→ Exercise aim
Transcribe the records below exactly as they appear.
___ The data
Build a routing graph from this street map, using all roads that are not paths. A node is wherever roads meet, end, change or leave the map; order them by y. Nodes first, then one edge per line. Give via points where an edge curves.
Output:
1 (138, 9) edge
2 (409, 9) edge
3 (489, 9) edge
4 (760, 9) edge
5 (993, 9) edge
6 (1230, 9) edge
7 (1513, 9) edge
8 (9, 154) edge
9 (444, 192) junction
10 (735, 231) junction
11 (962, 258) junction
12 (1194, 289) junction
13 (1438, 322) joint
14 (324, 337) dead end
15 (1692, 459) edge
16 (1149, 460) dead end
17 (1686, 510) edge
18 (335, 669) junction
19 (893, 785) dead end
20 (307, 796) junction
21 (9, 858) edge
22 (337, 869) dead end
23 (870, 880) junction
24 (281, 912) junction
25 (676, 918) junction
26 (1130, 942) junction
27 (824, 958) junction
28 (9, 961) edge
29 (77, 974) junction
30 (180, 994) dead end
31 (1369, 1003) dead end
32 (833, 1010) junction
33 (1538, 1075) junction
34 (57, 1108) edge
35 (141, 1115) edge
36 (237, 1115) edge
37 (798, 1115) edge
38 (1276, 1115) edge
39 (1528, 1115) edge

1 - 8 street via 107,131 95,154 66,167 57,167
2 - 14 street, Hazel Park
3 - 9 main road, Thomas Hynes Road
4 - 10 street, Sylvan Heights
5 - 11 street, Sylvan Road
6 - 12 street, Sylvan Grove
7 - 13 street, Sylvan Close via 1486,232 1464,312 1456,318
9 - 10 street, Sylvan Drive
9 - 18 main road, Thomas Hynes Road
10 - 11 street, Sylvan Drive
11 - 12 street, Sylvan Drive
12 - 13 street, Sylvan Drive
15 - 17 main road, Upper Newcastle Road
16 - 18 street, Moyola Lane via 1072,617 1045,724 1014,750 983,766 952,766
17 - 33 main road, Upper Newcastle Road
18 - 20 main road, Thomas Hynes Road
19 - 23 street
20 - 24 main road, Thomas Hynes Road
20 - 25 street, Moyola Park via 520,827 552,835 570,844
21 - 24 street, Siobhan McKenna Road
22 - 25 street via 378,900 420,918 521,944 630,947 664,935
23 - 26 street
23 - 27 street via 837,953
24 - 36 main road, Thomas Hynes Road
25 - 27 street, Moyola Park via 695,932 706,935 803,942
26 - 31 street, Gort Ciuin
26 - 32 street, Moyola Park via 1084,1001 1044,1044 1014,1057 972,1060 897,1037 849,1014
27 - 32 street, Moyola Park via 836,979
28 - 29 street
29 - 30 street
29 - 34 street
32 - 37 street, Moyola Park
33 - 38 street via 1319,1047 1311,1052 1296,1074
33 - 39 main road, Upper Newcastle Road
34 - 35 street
______
→ Task response
Build a routing graph from this street map, using all roads that are not paths. A node is wherever roads meet, end, change or leave the map; order them by y. Nodes first, then one edge per line. Give via points where an edge curves.
Output:
1 (138, 9) edge
2 (409, 9) edge
3 (489, 9) edge
4 (760, 9) edge
5 (993, 9) edge
6 (1230, 9) edge
7 (1513, 9) edge
8 (9, 154) edge
9 (444, 192) junction
10 (735, 231) junction
11 (962, 258) junction
12 (1194, 289) junction
13 (1438, 322) joint
14 (324, 337) dead end
15 (1692, 459) edge
16 (1149, 460) dead end
17 (1686, 510) edge
18 (335, 669) junction
19 (893, 785) dead end
20 (307, 796) junction
21 (9, 858) edge
22 (337, 869) dead end
23 (870, 880) junction
24 (281, 912) junction
25 (676, 918) junction
26 (1130, 942) junction
27 (824, 958) junction
28 (9, 961) edge
29 (77, 974) junction
30 (180, 994) dead end
31 (1369, 1003) dead end
32 (833, 1010) junction
33 (1538, 1075) junction
34 (57, 1108) edge
35 (141, 1115) edge
36 (237, 1115) edge
37 (798, 1115) edge
38 (1276, 1115) edge
39 (1528, 1115) edge

1 - 8 street via 107,131 95,154 66,167 57,167
2 - 14 street, Hazel Park
3 - 9 main road, Thomas Hynes Road
4 - 10 street, Sylvan Heights
5 - 11 street, Sylvan Road
6 - 12 street, Sylvan Grove
7 - 13 street, Sylvan Close via 1486,232 1464,312 1456,318
9 - 10 street, Sylvan Drive
9 - 18 main road, Thomas Hynes Road
10 - 11 street, Sylvan Drive
11 - 12 street, Sylvan Drive
12 - 13 street, Sylvan Drive
15 - 17 main road, Upper Newcastle Road
16 - 18 street, Moyola Lane via 1072,617 1045,724 1014,750 983,766 952,766
17 - 33 main road, Upper Newcastle Road
18 - 20 main road, Thomas Hynes Road
19 - 23 street
20 - 24 main road, Thomas Hynes Road
20 - 25 street, Moyola Park via 520,827 552,835 570,844
21 - 24 street, Siobhan McKenna Road
22 - 25 street via 378,900 420,918 521,944 630,947 664,935
23 - 26 street
23 - 27 street via 837,953
24 - 36 main road, Thomas Hynes Road
25 - 27 street, Moyola Park via 695,932 706,935 803,942
26 - 31 street, Gort Ciuin
26 - 32 street, Moyola Park via 1084,1001 1044,1044 1014,1057 972,1060 897,1037 849,1014
27 - 32 street, Moyola Park via 836,979
28 - 29 street
29 - 30 street
29 - 34 street
32 - 37 street, Moyola Park
33 - 38 street via 1319,1047 1311,1052 1296,1074
33 - 39 main road, Upper Newcastle Road
34 - 35 street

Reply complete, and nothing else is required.